▶ Problem details: Return every line of the listing that includes the string "above".

▶ Records for processing:
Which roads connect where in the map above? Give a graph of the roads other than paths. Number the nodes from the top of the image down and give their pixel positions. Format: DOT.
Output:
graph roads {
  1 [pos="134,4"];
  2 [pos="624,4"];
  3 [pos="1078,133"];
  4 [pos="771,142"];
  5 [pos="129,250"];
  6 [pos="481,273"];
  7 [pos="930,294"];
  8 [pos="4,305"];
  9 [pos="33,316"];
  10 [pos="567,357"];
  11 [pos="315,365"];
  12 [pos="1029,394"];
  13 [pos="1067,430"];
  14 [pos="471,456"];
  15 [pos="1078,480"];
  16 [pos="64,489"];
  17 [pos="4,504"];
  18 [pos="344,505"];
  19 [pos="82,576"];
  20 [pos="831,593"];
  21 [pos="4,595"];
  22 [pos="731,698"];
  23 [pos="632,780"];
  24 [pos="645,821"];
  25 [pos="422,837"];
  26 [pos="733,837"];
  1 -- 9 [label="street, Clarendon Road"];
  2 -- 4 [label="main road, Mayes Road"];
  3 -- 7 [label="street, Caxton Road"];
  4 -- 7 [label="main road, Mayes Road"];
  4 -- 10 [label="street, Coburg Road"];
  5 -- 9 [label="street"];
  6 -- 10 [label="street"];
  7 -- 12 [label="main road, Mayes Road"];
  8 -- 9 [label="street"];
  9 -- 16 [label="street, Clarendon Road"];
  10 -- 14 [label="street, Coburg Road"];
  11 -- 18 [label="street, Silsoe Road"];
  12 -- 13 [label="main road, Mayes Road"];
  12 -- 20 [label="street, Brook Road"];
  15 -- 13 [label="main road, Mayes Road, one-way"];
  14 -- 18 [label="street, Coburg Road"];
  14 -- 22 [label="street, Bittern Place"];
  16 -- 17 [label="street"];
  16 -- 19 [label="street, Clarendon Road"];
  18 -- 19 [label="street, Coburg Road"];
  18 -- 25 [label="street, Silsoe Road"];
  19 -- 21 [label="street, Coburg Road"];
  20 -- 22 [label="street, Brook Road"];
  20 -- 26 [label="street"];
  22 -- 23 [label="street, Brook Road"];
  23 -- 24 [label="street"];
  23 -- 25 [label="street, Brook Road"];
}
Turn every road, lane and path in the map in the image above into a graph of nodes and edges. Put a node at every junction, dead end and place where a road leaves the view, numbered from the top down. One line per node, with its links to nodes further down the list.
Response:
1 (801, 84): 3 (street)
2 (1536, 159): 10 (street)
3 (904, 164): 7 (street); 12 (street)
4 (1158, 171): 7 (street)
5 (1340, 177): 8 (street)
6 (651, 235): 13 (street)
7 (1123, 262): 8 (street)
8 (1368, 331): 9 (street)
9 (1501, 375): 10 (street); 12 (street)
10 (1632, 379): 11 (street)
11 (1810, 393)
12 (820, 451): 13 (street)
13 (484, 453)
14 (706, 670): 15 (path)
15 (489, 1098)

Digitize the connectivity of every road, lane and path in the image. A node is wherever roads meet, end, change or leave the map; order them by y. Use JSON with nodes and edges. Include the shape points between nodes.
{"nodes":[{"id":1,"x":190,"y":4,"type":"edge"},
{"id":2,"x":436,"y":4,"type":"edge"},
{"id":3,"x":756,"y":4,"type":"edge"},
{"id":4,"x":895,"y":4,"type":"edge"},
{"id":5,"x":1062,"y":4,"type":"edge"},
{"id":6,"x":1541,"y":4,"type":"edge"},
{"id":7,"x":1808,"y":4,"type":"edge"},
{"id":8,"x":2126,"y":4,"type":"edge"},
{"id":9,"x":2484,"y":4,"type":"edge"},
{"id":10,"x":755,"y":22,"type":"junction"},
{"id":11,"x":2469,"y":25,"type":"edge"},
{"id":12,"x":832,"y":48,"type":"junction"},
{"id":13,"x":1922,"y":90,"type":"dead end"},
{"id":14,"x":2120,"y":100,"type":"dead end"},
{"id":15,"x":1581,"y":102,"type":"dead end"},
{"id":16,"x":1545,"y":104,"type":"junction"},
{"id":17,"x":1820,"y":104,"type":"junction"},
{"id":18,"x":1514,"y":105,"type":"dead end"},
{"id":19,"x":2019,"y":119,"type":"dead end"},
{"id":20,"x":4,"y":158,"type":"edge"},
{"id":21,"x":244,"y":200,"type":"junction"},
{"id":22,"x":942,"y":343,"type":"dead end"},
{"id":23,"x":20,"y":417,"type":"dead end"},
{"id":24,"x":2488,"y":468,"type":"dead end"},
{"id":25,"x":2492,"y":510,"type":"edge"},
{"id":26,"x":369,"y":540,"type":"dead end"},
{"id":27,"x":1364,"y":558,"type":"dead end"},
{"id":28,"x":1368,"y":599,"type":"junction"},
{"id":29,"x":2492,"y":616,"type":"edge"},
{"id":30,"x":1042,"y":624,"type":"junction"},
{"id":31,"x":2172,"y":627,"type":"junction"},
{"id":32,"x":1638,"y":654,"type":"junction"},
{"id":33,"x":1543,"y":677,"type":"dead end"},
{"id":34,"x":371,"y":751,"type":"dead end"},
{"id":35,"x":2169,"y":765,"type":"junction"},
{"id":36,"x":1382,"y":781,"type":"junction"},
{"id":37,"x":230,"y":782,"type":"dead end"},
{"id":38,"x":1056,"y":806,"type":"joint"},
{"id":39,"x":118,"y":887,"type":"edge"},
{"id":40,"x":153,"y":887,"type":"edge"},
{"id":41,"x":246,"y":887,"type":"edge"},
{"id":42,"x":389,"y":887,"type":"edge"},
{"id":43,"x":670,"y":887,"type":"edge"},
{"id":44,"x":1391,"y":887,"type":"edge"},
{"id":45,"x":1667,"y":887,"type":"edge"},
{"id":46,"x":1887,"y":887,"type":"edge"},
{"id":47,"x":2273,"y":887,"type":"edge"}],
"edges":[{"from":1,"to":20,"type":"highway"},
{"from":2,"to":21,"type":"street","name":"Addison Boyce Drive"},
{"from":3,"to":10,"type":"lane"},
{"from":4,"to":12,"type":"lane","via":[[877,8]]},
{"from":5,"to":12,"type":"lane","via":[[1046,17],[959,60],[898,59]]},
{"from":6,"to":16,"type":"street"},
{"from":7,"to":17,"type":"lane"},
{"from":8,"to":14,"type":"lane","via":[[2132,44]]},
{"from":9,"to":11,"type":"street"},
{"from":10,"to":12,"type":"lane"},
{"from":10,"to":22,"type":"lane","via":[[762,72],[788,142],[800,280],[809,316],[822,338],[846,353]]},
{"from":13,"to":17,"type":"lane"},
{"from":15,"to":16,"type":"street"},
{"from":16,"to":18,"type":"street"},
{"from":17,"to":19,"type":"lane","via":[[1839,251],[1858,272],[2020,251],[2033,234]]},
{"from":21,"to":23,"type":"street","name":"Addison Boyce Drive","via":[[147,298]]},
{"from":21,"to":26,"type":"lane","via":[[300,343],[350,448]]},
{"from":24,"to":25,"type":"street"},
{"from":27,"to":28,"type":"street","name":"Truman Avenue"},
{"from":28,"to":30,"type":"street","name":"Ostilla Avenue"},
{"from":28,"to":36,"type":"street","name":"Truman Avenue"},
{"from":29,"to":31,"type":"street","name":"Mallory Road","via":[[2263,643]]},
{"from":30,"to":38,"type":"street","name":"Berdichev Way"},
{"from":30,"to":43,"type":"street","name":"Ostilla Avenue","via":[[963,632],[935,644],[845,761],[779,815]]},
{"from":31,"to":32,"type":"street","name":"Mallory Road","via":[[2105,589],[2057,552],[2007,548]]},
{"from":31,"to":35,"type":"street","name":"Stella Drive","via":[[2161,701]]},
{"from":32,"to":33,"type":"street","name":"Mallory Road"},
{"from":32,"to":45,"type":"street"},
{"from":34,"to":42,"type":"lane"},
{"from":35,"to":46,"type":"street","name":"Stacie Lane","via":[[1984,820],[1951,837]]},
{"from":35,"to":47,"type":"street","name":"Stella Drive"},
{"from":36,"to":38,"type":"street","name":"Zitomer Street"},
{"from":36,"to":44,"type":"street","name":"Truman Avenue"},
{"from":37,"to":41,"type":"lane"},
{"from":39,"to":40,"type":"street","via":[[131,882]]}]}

▶ Solved problem:
Which roads connect where in the map above? Give a graph of the roads other than paths. Number the nodes from the top of the image down and give their pixel positions. Format: DOT.
Turn every road, lane and path in the map in the image above into a graph of nodes and edges. Put a node at every junction, dead end and place where a road leaves the view, numbered from the top down. One line per node, with its links to nodes further down the list.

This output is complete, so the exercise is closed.